Liam abrió del todo la puerta de la habitación, dejando entrar a la mucama con la bandeja. Ella apoyó el desayuno en una mesa de caoba exquisitamente labrada que se erguía a la derecha de la cama.

—El general lo espera en la terraza cuando termine su desayuno— le anunció la mucama—. En ese armario encontrará ropa adecuada— señaló.

—Entiendo, gracias— respondió Liam amablemente, aunque no entendía nada. Había decidido seguir el juego, para descubrir sus reglas y usarlas a su favor.

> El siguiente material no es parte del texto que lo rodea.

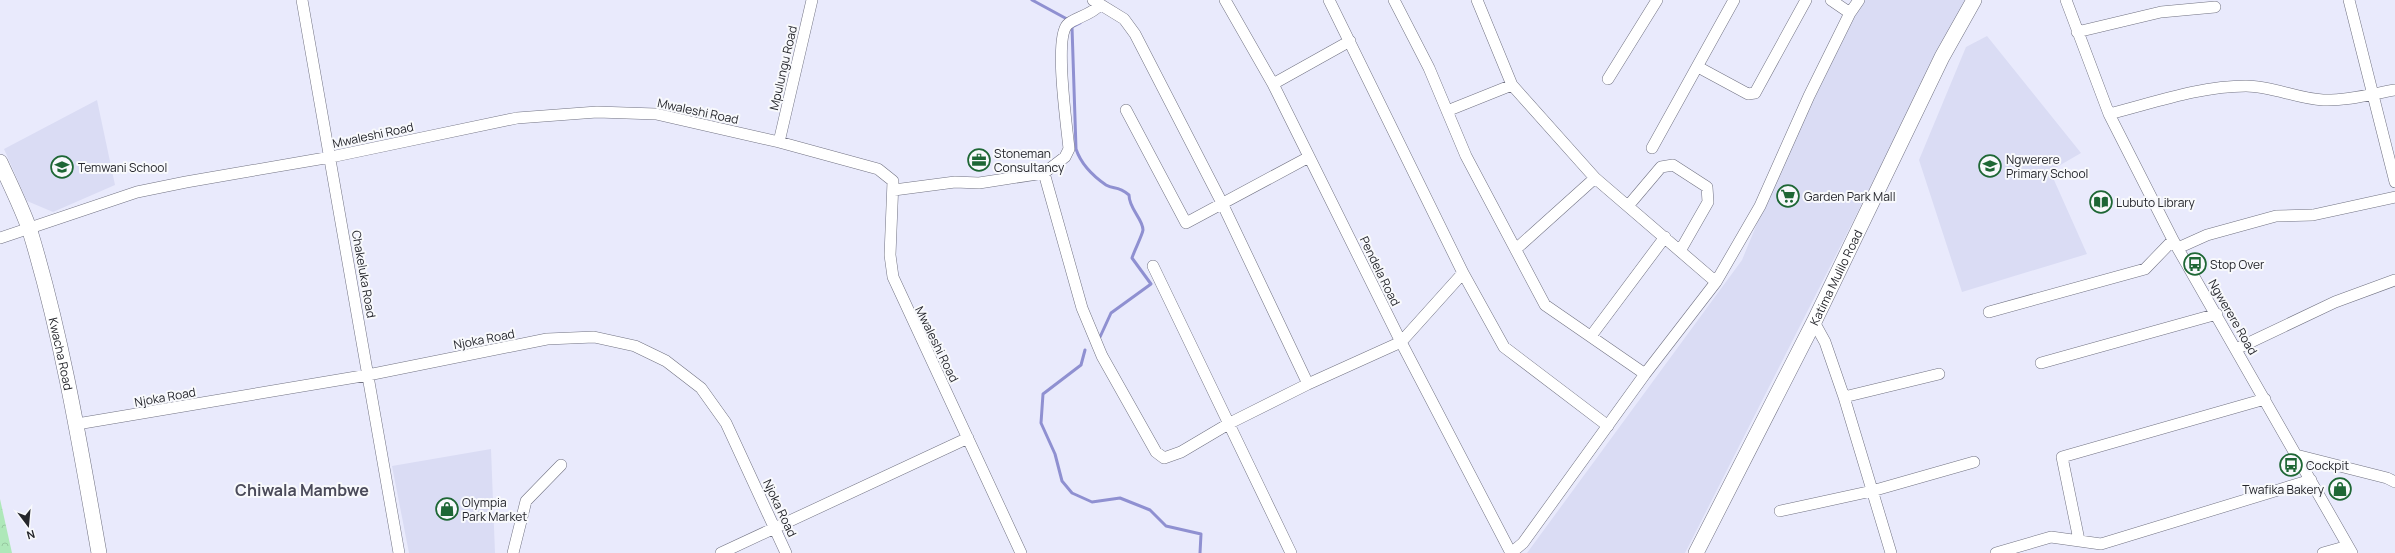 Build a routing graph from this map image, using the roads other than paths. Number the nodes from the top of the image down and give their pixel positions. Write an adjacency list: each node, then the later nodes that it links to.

La mucama se retiró con una respetuosa inclinación de cabeza, que Liam devolvió con estudiada tranquilidad. El muchacho se sirvió una taza de café como para tratar de terminar de despertarse y forzarse a estar lo más alerta posible. No perdió tiempo en probar las tostadas, ni los deliciosos y tentadores pastelillos de la bandeja. En cambio, fue hasta el armario, lo abrió y estudió su contenido. No encontró su ropa de soldado, sino un elegante traje que pronto comprobó era de su talla. Se lo puso enseguida y se dispuso a explorar la mansión del general. Salió al pasillo y caminó hacia la izquierda, por donde había visto venir a la mucama. Pronto encontró unas amplias escaleras. El tramo que bajaba, desembocaba en un espacioso recibidor con dos guardias vestidos con trajes negros y audífonos en los oídos, apostados a los lados de la puerta principal. Al ver a Liam, los guardias lo saludaron con una leve inclinación de cabeza, pero sus rostros impávidos no denotaron ninguna simpatía.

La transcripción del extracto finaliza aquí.